Chicho: To think that ‘Tango Nuevo’ is something that occurred only 10  
years ago is a commercial exploitation that we owe to the festival  
organizers, I don’t think I am doing ‘Tango Nuevo’, I feel that I am  
dancing tango.  Because today there is a new generation that learned  
to dance 2,3 or 5 years ago, who only know how to do the new styles,  
the ganchos, the colgadas, but who are not in contact with everything  
that came before, and I go to the milongas and I see people that know  
how to move but that don’t know how to dance, people don’t breathe  
tango like they did before.
........................

Chicho: For me the style is something you search for with your  
partner, and not something that you find separately.

.................

Chicho: I haven’t heard anything new yet which reflects what a real  
tango can make you feel. The dance of today has adapted itself to that  
kind of music referred to as electronic tango, and it doesn’t fall  
into the same category as a Pugliese or a Troilo.  The tango was  
hidden for almost 30 years and that is the emptiness which is present  
today in the tango.  There are people who have 60 or 70 years of age,  
and now there are those who are 30 years old, which is saying that  
there is a 20 year gap within the tango, because there aren’t really  
that many people in their 40’s and 50’s in the milongas.  I believe  
that that same thing occurred in the music, there was Piazzola and  
then there was a jump to Gotan Project, directly to Narcotango, and  
there hasn’t been a musical process that has accompanied the dance  
through its evolution.  The music hasn’t evolved, it jumped and  
skipped a very important of the creativity that is happening in the  
dance, which continues to grow and evolve creatively.

....

Interviewer: What do you think about the direction the tango is  
beginning to take, socially and artistically?
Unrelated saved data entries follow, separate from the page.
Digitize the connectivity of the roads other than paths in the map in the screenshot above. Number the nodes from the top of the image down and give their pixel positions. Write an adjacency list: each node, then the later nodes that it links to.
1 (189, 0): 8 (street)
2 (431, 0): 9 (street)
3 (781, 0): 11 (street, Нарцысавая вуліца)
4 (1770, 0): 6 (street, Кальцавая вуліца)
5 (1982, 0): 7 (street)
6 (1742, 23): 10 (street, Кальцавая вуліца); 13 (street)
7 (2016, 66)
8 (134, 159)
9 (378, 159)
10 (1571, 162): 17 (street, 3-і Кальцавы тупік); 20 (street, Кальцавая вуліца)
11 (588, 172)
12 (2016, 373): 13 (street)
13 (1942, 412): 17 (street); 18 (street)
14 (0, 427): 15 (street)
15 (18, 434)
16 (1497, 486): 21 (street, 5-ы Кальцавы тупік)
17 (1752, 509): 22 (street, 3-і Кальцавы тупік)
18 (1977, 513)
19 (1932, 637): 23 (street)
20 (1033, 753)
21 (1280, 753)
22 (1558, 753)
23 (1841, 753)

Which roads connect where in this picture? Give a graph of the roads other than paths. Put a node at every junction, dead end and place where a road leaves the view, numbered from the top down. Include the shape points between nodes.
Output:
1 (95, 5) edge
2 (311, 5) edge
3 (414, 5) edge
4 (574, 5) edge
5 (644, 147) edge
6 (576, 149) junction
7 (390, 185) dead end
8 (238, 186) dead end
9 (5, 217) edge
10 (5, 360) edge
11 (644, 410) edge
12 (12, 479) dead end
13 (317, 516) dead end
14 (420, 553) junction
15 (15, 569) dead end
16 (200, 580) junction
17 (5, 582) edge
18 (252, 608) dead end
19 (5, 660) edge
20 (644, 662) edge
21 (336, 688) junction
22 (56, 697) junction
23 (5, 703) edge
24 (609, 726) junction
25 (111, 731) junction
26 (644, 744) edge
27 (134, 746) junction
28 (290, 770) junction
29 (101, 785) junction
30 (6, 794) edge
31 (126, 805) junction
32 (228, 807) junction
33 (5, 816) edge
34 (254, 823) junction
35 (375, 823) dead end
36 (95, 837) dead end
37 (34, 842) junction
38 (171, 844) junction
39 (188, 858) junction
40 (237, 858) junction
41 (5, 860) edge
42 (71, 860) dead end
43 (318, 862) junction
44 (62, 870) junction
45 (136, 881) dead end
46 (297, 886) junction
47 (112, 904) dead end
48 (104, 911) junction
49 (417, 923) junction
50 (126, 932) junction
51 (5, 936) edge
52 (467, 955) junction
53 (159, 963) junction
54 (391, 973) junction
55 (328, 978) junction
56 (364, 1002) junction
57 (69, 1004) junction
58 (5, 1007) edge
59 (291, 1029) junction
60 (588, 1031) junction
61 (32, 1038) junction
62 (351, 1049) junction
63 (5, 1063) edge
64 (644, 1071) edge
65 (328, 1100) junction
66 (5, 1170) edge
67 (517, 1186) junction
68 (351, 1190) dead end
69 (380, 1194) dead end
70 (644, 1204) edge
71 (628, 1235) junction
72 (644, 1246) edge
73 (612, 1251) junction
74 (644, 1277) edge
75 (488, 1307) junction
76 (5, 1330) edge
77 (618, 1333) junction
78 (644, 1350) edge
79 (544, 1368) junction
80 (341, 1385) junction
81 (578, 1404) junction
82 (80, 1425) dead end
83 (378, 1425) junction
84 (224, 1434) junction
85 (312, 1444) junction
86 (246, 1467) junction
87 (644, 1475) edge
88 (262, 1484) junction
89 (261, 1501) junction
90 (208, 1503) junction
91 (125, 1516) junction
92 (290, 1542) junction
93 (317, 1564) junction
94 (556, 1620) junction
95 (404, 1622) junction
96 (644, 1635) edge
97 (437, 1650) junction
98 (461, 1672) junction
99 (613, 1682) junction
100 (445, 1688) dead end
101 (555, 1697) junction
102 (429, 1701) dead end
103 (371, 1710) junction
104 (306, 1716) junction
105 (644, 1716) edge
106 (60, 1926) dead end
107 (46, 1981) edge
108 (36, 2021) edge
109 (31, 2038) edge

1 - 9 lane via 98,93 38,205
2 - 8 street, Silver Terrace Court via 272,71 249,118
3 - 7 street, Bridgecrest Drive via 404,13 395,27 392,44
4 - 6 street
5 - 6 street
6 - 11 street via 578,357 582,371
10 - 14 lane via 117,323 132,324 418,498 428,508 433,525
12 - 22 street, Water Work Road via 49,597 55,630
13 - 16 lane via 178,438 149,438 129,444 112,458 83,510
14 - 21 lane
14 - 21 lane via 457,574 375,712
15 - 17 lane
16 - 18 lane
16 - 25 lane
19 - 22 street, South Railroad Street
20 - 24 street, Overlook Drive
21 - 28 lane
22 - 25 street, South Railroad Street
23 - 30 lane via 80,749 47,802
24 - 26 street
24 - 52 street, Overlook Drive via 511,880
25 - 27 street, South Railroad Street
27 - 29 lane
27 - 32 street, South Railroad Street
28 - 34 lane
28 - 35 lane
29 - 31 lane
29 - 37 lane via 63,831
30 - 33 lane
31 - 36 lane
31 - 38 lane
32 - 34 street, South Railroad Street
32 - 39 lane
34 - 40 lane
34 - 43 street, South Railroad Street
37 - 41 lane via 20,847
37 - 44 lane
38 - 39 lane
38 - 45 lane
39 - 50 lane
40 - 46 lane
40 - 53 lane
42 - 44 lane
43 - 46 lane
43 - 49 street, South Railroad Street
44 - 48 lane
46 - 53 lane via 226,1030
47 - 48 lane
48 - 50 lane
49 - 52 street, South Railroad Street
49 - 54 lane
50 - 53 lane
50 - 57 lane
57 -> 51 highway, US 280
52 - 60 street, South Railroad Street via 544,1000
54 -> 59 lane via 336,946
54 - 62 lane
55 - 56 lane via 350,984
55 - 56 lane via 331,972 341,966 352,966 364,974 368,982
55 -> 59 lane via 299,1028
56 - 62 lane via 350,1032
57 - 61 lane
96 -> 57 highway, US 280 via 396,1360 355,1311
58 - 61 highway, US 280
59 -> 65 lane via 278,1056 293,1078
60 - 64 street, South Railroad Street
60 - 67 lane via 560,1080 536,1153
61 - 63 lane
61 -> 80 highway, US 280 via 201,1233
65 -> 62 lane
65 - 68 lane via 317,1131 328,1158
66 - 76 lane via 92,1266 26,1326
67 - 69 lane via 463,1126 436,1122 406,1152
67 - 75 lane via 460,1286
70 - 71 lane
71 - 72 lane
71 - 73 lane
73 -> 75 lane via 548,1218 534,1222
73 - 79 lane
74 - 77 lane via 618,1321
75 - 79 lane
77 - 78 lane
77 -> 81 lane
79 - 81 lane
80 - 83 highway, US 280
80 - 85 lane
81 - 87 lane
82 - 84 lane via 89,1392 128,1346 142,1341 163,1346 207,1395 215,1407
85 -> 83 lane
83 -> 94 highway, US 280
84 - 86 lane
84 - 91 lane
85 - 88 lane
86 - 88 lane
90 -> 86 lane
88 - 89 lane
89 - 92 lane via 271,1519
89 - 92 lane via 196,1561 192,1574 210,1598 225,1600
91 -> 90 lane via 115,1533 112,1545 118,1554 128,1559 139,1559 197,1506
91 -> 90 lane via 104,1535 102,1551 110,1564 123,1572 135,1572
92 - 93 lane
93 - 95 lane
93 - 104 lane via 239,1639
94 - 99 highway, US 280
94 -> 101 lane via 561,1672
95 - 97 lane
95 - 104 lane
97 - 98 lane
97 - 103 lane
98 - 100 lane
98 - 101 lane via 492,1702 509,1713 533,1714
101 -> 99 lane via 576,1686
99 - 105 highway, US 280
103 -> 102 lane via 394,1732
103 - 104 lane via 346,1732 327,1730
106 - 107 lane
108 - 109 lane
Chicho:  I think it is a very critical moment, there are many new  
young people who are beginning to dance today and if we as teachers  
can’t transmit what was taught to us as the essence of tango when we  
began, the tango will be lost, because the essence will be lost, and  
therefore losing its foundations. The most important element is to  
remain keep the tanguero essence alive, the style doesn’t matter, but  
that the people are really dancing the tango.  Today the road is  
confusing, it’s in this space where or it either takes a turn towards  
modern dance or it continues being tango.  Today people are dancing  
tango, but they are not living the tanguero essence, they don’t love  
the tango.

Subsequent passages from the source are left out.